- _Exercise goal_
Compute how many lines below contain the word "leave" and respond with that number only.

- _Material to process_

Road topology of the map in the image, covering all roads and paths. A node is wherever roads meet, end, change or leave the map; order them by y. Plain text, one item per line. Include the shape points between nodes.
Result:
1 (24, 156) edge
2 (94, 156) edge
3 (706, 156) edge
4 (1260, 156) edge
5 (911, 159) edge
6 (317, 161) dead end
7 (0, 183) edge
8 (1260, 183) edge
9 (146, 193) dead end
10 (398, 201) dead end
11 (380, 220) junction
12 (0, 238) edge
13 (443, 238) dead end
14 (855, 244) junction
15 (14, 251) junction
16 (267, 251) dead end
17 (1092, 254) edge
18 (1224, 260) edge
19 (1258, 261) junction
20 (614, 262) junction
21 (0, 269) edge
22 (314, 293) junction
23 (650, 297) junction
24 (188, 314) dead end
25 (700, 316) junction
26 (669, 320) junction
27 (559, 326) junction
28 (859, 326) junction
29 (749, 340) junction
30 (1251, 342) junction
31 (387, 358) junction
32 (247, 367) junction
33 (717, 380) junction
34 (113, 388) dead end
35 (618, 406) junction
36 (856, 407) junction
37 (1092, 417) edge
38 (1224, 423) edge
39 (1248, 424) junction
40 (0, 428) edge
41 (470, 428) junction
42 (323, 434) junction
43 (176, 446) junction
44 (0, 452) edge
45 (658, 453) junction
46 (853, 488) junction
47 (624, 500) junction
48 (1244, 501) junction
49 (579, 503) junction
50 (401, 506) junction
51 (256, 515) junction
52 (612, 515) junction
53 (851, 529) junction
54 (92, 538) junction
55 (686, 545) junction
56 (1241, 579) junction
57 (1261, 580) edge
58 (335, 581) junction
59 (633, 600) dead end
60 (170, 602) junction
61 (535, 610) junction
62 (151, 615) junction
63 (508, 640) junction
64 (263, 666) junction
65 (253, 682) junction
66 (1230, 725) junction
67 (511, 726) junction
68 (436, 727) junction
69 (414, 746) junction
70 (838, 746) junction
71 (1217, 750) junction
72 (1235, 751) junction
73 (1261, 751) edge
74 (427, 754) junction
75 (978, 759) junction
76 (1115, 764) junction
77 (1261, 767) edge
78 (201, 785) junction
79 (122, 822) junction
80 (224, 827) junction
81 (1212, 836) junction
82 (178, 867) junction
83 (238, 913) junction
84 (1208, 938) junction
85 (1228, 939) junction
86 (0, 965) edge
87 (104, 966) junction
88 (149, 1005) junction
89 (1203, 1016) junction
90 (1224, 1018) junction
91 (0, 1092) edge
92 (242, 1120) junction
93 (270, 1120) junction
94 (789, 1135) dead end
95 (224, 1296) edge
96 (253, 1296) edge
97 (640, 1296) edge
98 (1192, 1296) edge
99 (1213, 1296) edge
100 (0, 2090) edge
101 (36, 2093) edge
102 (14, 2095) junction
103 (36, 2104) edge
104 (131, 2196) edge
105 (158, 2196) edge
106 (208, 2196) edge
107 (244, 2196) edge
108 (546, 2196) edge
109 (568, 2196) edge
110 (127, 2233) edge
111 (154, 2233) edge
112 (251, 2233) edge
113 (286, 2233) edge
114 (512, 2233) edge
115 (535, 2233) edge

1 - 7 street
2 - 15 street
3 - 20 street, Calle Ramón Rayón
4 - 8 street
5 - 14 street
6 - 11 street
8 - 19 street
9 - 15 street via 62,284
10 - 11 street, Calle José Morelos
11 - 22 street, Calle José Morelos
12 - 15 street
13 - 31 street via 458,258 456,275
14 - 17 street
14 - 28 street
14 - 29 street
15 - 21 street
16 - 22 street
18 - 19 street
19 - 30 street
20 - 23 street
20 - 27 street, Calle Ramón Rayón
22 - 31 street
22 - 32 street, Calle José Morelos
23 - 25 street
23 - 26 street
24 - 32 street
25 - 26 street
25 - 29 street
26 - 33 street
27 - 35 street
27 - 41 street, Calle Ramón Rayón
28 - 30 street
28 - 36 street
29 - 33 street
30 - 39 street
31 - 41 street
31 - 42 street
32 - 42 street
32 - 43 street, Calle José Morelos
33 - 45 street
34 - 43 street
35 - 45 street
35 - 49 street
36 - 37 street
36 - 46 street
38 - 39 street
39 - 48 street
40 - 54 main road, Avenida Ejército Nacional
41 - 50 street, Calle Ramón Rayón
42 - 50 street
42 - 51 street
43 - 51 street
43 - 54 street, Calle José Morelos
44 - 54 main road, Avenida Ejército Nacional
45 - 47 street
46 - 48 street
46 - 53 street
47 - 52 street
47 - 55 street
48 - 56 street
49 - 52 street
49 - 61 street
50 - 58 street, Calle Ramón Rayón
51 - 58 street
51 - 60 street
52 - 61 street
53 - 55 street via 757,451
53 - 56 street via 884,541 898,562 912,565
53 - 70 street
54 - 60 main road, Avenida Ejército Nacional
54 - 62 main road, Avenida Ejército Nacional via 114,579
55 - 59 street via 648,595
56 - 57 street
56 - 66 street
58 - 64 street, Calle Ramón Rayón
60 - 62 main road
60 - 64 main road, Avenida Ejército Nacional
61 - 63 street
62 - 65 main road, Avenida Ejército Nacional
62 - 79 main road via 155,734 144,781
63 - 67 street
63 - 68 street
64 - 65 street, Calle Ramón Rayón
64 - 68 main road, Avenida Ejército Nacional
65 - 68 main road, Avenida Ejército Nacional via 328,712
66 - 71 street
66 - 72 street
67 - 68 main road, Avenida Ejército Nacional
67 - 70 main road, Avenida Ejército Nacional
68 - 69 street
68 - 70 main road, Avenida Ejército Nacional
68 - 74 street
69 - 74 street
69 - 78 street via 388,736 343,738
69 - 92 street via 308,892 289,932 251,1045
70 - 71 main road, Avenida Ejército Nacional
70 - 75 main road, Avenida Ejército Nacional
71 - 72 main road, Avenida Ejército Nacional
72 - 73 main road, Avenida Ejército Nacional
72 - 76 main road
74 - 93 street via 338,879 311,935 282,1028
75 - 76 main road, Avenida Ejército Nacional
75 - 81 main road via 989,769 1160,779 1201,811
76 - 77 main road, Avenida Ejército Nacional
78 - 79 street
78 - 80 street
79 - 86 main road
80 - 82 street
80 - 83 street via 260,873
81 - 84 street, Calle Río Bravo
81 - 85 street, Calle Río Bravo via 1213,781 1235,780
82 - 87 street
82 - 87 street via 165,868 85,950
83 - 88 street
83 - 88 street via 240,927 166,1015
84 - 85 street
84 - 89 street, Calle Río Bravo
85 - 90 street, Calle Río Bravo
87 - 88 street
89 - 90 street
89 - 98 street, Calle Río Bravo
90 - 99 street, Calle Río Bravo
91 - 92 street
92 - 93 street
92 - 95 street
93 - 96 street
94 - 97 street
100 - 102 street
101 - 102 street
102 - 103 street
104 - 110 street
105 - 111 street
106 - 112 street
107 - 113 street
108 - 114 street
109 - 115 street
* * *
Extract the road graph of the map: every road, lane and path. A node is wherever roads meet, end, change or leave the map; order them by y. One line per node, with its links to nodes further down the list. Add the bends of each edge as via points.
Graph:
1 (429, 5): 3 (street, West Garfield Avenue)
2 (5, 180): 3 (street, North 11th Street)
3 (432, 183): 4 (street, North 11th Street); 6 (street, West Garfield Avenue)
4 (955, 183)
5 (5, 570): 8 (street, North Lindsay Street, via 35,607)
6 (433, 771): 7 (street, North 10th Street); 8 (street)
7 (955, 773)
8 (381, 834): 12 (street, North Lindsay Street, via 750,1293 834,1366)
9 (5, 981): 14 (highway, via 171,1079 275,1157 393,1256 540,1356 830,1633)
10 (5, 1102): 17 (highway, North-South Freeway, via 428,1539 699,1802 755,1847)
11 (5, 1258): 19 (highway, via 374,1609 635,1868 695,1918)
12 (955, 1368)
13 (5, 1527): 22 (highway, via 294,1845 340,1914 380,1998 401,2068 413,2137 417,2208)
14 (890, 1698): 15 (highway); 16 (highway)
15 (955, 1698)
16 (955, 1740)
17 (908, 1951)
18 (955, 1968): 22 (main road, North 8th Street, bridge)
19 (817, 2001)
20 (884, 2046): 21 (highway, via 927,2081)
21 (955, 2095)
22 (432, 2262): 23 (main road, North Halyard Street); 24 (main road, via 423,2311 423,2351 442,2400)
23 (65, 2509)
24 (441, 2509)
* * *
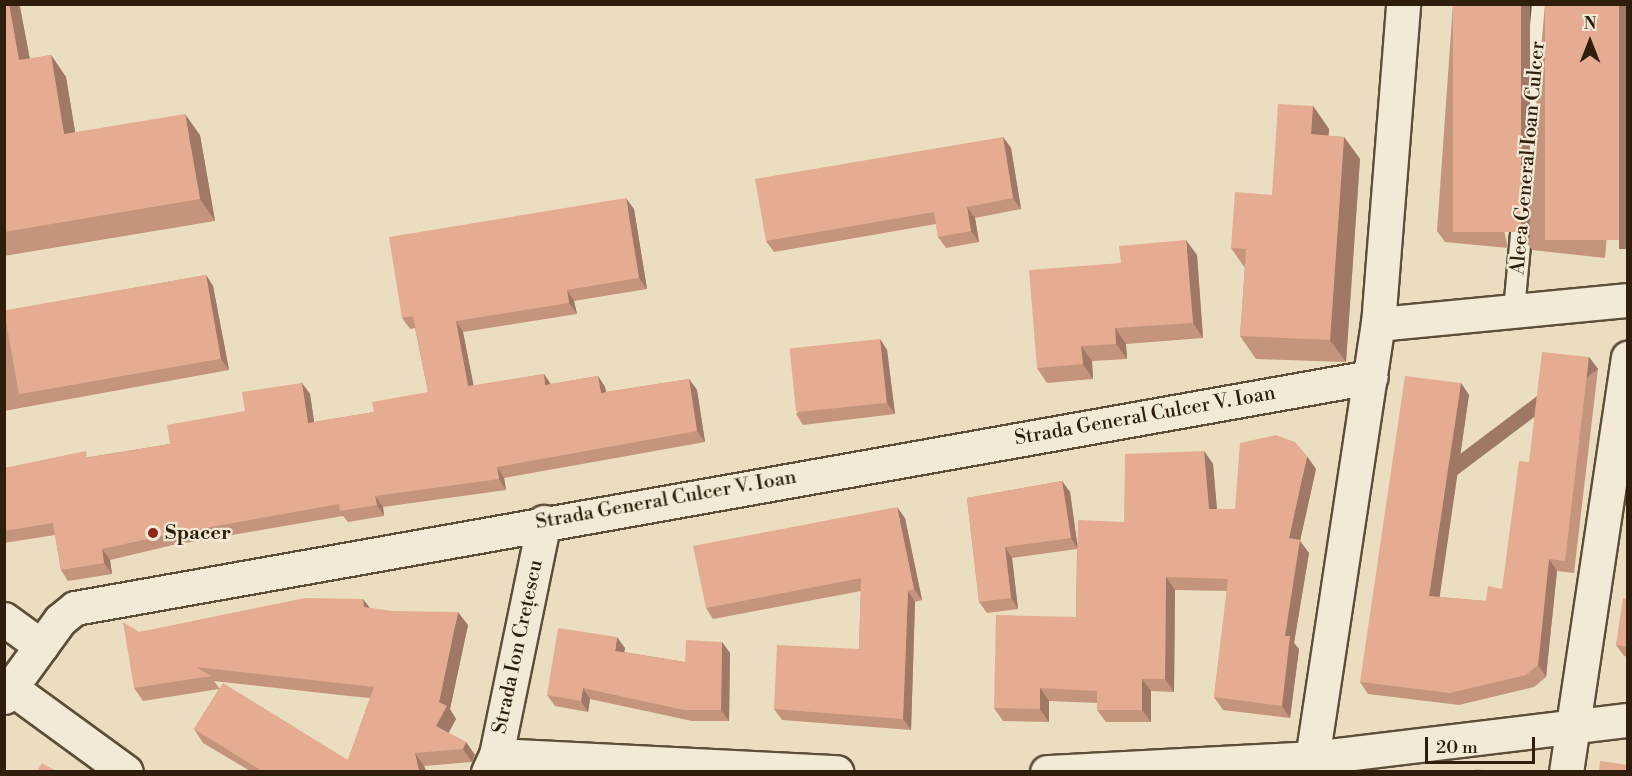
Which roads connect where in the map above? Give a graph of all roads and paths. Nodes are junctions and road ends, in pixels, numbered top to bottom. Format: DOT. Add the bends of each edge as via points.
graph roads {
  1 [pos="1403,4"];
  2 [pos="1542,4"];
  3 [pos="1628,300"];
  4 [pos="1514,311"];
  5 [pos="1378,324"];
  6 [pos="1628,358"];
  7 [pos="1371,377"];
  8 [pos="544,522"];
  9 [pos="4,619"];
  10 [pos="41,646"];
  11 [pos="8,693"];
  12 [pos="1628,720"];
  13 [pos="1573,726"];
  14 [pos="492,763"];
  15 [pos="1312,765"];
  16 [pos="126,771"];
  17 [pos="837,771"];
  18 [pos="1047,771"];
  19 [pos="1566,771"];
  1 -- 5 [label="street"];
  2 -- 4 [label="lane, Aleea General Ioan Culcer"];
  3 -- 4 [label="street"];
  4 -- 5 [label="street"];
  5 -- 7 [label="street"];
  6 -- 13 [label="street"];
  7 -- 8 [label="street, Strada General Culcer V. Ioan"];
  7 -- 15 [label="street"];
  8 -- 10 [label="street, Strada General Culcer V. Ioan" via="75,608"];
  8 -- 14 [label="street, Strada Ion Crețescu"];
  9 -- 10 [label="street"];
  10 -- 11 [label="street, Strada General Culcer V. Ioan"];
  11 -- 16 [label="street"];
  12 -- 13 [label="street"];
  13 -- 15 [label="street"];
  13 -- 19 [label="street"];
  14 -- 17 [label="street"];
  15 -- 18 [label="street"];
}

- _Output of the task_
2